Composite multienzyme amperometric biosensors for an improved detection of phenolic compounds

A biosensor design, in which glucose oxidase and peroxidase are coimmobilized by simple physical inclusion into the bulk of graphite-Teflon pellets, is reported for the detection of phenolic compounds. This design allows the "in situ" generation of the H2O2 needed for the enzyme reaction with the phenolic compounds, which avoids several problems detected in the performance of single peroxidase biosensors as a consequence of the presence of a high H2O2 concentration.

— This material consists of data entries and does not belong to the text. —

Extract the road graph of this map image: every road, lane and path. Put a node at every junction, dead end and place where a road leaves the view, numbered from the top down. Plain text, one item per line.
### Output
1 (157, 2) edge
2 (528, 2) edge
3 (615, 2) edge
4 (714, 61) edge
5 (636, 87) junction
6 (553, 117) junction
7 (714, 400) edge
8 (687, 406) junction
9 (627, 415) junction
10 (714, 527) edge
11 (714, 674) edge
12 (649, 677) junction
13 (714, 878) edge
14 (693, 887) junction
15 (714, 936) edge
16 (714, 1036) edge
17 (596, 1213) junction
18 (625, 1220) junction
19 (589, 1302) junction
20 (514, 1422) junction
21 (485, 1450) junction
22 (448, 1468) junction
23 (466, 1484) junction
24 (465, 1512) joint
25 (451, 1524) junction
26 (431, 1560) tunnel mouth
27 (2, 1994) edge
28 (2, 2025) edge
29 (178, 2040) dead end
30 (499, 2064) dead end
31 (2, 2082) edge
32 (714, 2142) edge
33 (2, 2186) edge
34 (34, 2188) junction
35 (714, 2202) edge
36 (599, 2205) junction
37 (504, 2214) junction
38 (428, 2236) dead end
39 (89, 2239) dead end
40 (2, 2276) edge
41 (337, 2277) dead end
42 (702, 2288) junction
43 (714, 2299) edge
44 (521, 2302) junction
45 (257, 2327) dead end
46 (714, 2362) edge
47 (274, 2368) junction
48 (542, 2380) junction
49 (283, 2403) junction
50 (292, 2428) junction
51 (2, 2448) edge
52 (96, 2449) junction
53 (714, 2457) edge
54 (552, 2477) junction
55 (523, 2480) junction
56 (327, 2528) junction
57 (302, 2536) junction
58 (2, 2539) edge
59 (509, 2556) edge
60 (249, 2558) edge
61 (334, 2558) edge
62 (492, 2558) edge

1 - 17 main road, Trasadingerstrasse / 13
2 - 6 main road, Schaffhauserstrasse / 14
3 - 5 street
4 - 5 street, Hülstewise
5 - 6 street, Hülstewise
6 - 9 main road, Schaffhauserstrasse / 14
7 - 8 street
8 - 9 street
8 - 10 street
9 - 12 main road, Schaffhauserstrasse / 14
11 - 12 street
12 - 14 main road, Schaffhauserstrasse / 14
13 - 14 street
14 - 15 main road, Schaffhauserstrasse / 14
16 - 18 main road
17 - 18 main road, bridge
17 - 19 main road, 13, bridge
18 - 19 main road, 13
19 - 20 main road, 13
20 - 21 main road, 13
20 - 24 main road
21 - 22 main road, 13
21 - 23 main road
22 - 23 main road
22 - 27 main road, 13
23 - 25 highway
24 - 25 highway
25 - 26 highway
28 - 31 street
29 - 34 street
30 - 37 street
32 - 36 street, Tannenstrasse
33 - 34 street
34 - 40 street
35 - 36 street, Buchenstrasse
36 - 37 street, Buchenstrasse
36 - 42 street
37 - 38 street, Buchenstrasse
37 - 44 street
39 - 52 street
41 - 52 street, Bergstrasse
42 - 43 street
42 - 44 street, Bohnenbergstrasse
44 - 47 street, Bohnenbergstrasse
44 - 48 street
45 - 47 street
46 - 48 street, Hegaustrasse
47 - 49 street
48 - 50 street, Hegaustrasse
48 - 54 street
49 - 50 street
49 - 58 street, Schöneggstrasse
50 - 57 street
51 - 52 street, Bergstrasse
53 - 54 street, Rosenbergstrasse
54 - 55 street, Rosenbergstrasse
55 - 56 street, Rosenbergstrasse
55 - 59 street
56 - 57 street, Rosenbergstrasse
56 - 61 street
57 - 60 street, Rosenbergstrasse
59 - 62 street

So, a much lower surface fouling was found at the GOD-HRP biosensor in comparison with a graphite-Teflon-HRP electrode, suggesting that the controlled generation of H2O2 makes more difficult the formation of polymers from the enzyme reaction products. The construction of trienzyme biosensors, in which GOD, HRP and tyrosinase were coimmobilized into the graphite-Teflon matrix is also reported, and their performance was compared with that of GOD-HRP bienzyme electrodes. The practical applicability of the composite multienzyme amperometric biosensors was evaluated by the estimation of the phenolic compounds content in waste waters from a refinery, and the results were compared with those obtained by using a colorimetric official method based on the reaction with 4-aminoantipyrine.